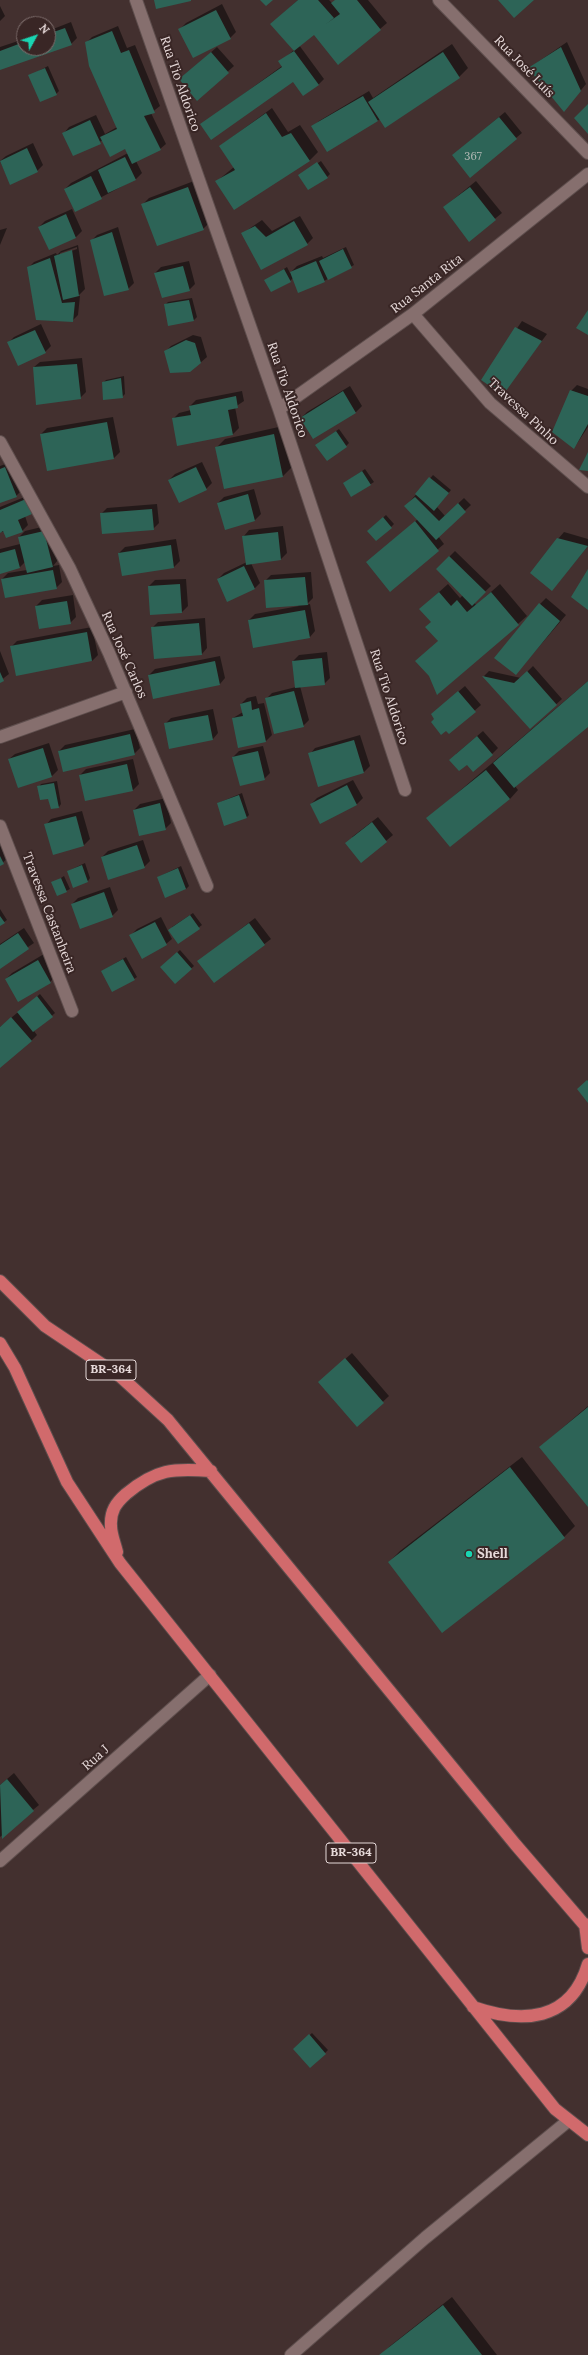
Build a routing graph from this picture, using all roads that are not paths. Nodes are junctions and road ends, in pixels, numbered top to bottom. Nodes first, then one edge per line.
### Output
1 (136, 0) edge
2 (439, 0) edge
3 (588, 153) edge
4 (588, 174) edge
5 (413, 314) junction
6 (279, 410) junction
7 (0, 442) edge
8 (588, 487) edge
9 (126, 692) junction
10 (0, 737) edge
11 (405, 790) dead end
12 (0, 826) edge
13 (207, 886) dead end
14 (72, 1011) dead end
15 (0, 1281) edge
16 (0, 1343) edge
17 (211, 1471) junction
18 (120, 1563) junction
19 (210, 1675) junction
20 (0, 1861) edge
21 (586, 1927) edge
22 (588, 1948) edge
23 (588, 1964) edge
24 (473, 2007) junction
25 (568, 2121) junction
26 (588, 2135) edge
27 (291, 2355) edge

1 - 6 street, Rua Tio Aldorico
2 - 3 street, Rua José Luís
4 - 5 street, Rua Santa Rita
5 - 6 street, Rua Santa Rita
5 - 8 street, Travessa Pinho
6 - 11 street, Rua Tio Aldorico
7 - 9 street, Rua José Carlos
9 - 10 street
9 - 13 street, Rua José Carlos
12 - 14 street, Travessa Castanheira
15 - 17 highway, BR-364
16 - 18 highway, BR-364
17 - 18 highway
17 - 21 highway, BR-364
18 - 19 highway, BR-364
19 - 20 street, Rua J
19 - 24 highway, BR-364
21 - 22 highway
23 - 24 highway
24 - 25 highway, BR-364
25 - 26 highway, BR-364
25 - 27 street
+--
Directions: An exact copy of the entries above is required, with the pictures left out.

Your response:
Build a routing graph from this picture, using all roads that are not paths. Nodes are junctions and road ends, in pixels, numbered top to bottom. Nodes first, then one edge per line.
### Output
1 (136, 0) edge
2 (439, 0) edge
3 (588, 153) edge
4 (588, 174) edge
5 (413, 314) junction
6 (279, 410) junction
7 (0, 442) edge
8 (588, 487) edge
9 (126, 692) junction
10 (0, 737) edge
11 (405, 790) dead end
12 (0, 826) edge
13 (207, 886) dead end
14 (72, 1011) dead end
15 (0, 1281) edge
16 (0, 1343) edge
17 (211, 1471) junction
18 (120, 1563) junction
19 (210, 1675) junction
20 (0, 1861) edge
21 (586, 1927) edge
22 (588, 1948) edge
23 (588, 1964) edge
24 (473, 2007) junction
25 (568, 2121) junction
26 (588, 2135) edge
27 (291, 2355) edge

1 - 6 street, Rua Tio Aldorico
2 - 3 street, Rua José Luís
4 - 5 street, Rua Santa Rita
5 - 6 street, Rua Santa Rita
5 - 8 street, Travessa Pinho
6 - 11 street, Rua Tio Aldorico
7 - 9 street, Rua José Carlos
9 - 10 street
9 - 13 street, Rua José Carlos
12 - 14 street, Travessa Castanheira
15 - 17 highway, BR-364
16 - 18 highway, BR-364
17 - 18 highway
17 - 21 highway, BR-364
18 - 19 highway, BR-364
19 - 20 street, Rua J
19 - 24 highway, BR-364
21 - 22 highway
23 - 24 highway
24 - 25 highway, BR-364
25 - 26 highway, BR-364
25 - 27 street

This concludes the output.